The opportunistic human pathogen Bacillus cereus controls the expression of key infection-promoting phenotypes using bacterial quorum sensing (QS). QS signal transduction within the species is controlled by an autoinducing peptide, PapR, and its cognate receptor, PlcR, indicating that the PlcR:PapR interface is a prime target for QS inhibitor development. The C-terminal region of the peptide (PapR; ADLPFEF) has been successfully employed as a scaffold to develop potent QS modulators. Despite the noted importance of the C-terminal carboxylate and amide protons in crystallographic data, their role in QS activity has yet to be explored.
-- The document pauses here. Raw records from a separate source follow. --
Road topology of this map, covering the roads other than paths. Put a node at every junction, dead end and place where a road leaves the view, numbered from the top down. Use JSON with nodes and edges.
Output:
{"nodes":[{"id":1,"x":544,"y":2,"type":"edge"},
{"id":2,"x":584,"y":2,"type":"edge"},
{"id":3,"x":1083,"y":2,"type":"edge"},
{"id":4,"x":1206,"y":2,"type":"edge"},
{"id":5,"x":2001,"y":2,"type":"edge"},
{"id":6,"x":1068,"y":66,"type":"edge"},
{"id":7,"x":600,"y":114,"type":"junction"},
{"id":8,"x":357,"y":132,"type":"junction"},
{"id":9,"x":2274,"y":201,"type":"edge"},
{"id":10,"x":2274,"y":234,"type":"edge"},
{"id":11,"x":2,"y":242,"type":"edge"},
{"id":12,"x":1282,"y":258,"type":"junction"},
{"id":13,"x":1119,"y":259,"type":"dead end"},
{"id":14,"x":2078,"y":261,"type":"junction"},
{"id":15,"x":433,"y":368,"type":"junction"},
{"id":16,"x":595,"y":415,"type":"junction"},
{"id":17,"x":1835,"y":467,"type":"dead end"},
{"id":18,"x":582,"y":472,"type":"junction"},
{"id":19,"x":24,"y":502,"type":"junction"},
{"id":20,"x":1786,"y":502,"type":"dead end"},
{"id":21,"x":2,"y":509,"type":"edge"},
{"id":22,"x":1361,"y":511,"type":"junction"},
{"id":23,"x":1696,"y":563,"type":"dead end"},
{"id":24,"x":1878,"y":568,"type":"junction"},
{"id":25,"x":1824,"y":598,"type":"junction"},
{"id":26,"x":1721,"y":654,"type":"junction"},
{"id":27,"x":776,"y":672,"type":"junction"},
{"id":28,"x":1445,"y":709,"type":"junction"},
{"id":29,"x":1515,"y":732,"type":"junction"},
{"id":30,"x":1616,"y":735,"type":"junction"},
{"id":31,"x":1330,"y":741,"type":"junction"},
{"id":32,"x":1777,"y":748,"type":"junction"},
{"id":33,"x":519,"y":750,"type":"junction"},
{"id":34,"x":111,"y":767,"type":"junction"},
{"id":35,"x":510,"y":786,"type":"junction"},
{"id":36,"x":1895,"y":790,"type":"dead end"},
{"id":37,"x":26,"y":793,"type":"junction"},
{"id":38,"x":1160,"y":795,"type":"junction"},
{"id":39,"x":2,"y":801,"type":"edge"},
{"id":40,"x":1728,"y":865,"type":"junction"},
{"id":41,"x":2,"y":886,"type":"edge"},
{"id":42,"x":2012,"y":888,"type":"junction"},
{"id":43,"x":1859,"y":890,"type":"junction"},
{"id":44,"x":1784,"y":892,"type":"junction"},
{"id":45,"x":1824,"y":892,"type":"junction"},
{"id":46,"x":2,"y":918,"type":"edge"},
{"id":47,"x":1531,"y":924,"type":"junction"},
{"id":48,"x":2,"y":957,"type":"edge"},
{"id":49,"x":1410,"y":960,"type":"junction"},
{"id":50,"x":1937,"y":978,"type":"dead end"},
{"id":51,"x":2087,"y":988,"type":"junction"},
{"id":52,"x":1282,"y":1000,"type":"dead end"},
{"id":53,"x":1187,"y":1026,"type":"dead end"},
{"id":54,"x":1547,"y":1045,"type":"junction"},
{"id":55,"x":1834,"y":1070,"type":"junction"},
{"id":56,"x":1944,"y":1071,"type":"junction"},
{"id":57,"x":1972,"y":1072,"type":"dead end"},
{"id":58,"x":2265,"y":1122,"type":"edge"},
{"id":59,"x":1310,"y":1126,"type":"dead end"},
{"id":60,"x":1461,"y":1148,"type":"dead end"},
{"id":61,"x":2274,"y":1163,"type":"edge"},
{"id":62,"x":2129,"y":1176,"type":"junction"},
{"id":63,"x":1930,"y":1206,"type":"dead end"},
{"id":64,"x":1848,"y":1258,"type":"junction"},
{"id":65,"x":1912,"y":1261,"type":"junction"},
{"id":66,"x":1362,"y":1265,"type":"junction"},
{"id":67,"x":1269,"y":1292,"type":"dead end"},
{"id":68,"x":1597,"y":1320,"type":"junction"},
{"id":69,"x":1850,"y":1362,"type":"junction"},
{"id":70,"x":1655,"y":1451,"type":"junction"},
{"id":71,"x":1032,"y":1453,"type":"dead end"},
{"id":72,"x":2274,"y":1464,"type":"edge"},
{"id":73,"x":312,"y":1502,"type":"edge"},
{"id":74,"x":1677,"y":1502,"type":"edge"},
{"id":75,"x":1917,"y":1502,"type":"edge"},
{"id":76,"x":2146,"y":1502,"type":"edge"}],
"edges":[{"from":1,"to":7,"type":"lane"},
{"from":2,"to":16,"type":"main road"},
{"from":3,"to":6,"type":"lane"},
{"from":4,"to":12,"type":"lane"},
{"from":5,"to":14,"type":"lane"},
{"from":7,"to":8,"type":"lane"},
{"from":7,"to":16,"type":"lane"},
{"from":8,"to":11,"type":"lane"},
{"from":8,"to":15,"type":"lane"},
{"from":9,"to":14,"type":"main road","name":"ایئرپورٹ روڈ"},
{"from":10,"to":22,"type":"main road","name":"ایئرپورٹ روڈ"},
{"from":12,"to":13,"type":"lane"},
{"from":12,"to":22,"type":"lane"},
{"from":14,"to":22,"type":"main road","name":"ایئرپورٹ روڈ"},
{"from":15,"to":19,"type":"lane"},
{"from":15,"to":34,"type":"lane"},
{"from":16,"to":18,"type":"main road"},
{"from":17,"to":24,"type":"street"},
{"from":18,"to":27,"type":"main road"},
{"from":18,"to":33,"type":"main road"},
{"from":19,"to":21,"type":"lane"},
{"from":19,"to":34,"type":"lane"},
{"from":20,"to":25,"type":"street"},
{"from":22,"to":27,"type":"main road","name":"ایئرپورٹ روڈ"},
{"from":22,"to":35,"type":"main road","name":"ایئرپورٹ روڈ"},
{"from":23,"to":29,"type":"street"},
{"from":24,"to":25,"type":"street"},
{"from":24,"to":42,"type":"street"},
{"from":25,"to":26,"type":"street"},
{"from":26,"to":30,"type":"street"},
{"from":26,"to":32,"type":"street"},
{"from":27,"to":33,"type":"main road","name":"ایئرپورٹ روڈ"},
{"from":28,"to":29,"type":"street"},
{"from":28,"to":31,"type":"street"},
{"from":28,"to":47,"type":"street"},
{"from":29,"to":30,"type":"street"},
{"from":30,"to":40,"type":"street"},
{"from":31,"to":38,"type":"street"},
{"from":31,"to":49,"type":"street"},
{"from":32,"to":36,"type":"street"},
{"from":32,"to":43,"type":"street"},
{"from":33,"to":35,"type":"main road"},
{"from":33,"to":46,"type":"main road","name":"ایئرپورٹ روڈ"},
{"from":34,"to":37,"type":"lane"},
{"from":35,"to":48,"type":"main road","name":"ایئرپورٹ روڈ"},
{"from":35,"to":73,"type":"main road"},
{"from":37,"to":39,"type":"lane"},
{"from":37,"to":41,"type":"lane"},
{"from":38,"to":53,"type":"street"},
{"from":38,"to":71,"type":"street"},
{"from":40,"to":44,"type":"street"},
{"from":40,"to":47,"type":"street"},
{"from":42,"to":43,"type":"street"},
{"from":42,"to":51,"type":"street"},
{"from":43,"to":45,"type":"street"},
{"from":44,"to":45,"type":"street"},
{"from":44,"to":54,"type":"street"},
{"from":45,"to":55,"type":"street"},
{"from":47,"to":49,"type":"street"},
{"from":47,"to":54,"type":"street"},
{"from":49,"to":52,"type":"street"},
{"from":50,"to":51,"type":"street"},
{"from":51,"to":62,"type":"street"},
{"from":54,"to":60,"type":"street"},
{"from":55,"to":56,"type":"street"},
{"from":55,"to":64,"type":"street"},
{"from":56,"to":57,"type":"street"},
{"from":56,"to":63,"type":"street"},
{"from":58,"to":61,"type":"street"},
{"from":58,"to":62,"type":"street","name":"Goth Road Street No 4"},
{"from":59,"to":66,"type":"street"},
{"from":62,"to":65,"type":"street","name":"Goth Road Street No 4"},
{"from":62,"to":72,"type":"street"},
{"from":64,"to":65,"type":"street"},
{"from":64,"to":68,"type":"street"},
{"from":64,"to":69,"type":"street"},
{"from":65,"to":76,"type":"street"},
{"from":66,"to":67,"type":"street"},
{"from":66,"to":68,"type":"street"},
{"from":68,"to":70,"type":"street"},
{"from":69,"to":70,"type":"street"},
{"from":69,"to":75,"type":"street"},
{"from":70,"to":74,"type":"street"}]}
In this study, an N-methyl scan of PapR was conducted in conjunction with a C-terminal modification of previously identified B. cereus QS inhibitors. The results indicate that the amide proton at Glu6 and the C-terminal carboxylate are important for effective QS inhibition of the PlcR regulon. Through β-galactosidase and hemolysis assays, a series of QS inhibitors were discovered, including several capable of inhibiting QS with nanomolar potency. These inhibitors, along with the structure-activity data reported, will serve as valuable tools for disrupting the B. cereus QS pathway towards developing novel anti-infective strategies.